(Input data)

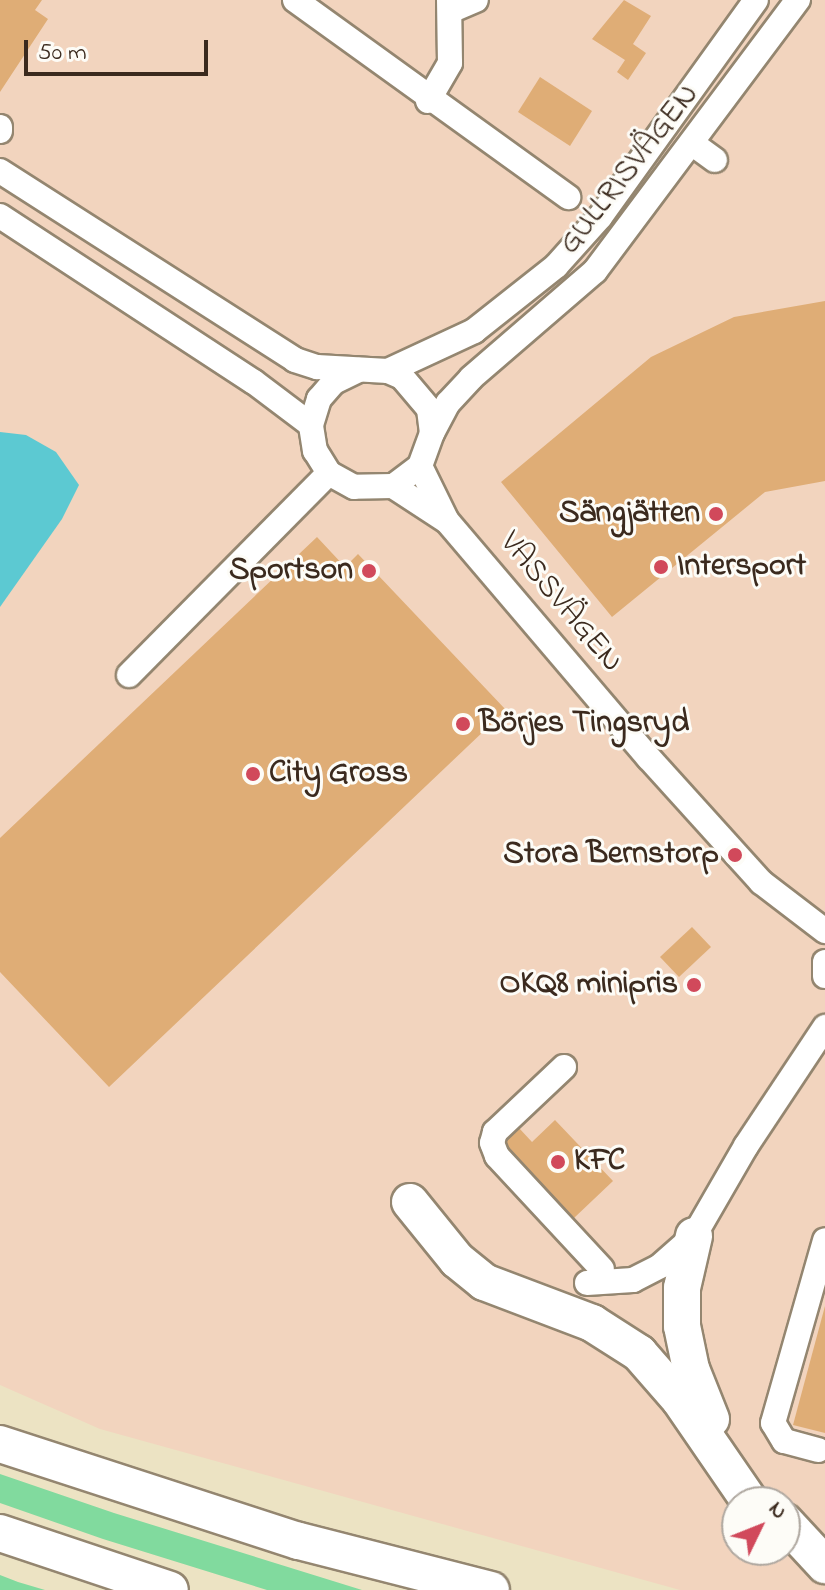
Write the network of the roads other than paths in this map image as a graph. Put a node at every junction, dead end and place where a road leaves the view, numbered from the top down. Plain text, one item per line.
1 (476, 0) edge
2 (756, 0) edge
3 (798, 0) edge
4 (313, 5) edge
5 (449, 5) edge
6 (428, 101) junction
7 (693, 144) junction
8 (715, 160) dead end
9 (10, 177) edge
10 (568, 197) dead end
11 (0, 214) edge
12 (359, 370) junction
13 (388, 371) junction
14 (311, 425) junction
15 (432, 433) junction
16 (420, 466) junction
17 (329, 473) junction
18 (393, 486) junction
19 (447, 521) junction
20 (129, 675) dead end
21 (825, 931) edge
22 (825, 962) edge
23 (825, 976) edge
24 (825, 1027) edge
25 (564, 1067) dead end
26 (410, 1202) dead end
27 (694, 1236) junction
28 (825, 1240) edge
29 (0, 1444) edge
30 (818, 1450) dead end
31 (0, 1465) edge
32 (739, 1486) edge
33 (758, 1486) edge
34 (0, 1533) edge
35 (170, 1590) edge
36 (395, 1590) edge
37 (491, 1590) edge

1 - 5 street
2 - 13 street, GULLRISVÄGEN
3 - 7 street, GULLRISVÄGEN
4 - 6 street
5 - 6 street
6 - 10 street
7 - 8 street
7 - 15 street, GULLRISVÄGEN
9 - 11 street
9 - 12 street
11 - 14 street
12 - 13 street
12 - 14 street
13 - 15 street
14 - 17 street
15 - 16 street
16 - 18 street
16 - 19 street, VASSVÄGEN
17 - 18 street
17 - 20 street
18 - 19 street, VASSVÄGEN
19 - 21 street, VASSVÄGEN
22 - 23 street
24 - 27 street
25 - 27 street
26 - 32 highway
27 - 33 highway
28 - 30 street
29 - 37 highway
31 - 36 highway
34 - 35 highway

(End Input data)

- [Instructions for the task]: In the entries, how many lines include the string "dead"? Only the number should be given.

- [Reply]: 7